• **Task directions**:
Which lines in the records below contain the word "hand"? Return each of them.

• **Stored data**:
# # # #

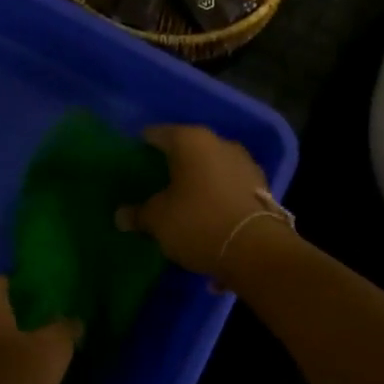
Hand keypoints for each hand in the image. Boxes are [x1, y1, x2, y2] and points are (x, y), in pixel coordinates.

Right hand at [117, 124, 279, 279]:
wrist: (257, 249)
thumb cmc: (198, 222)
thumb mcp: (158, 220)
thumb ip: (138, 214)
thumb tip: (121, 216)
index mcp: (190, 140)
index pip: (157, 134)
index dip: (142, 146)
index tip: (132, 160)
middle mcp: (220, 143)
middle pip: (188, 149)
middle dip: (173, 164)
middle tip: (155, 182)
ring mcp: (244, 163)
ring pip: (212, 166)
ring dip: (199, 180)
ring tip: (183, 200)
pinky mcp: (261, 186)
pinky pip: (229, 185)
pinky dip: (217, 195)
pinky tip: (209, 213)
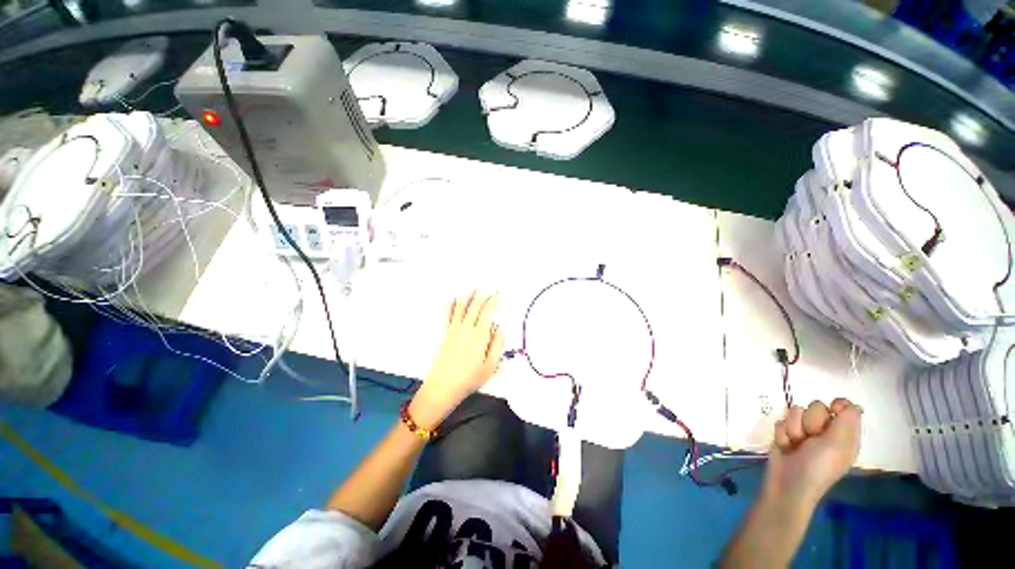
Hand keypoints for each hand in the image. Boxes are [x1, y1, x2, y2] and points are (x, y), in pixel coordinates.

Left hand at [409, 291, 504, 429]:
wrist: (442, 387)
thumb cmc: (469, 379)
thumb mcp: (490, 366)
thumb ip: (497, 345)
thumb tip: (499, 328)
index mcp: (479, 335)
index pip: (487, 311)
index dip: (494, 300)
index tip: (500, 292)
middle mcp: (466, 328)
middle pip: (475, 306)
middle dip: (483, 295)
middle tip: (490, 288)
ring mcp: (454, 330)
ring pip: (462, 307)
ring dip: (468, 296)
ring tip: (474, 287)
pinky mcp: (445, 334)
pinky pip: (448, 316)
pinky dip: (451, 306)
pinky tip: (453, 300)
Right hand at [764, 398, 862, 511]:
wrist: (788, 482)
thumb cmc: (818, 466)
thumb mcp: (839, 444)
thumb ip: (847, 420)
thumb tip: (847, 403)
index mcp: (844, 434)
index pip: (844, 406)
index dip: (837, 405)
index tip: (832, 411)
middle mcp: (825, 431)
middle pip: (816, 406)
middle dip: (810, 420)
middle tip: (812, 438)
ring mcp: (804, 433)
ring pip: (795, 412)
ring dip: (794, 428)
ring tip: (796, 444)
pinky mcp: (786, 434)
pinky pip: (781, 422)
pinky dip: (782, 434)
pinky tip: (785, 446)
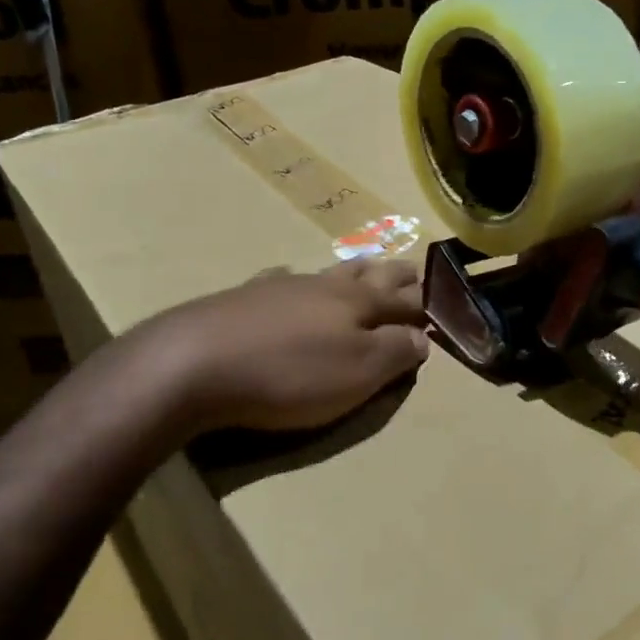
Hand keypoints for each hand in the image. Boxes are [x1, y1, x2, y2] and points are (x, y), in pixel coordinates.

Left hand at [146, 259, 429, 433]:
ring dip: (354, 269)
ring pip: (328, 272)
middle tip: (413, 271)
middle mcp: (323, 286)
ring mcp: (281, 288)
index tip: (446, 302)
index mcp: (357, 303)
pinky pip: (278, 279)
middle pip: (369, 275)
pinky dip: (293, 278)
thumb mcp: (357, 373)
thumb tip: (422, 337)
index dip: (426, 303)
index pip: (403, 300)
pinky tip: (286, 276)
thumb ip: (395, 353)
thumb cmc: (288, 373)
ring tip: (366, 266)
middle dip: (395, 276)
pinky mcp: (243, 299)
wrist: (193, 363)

# # # #

• **Task solution**:
Hand keypoints for each hand in the image. Boxes are [x1, y1, x2, y2] and points are (x, y), in pixel coordinates.
Right hand at [117, 124, 279, 279]:
Hand keypoints for each hand in the image. Boxes are [x1, y1, x2, y2] and points are (x, y), in pixel coordinates.
Left hand at [409, 291, 504, 429]:
Right hand at [764, 398, 862, 511]:
Hand keypoints for each hand in the image. Boxes are [x1, y1, x2, y2] and points are (x, y), in pixel coordinates.
Left hand at [146, 259, 429, 433]:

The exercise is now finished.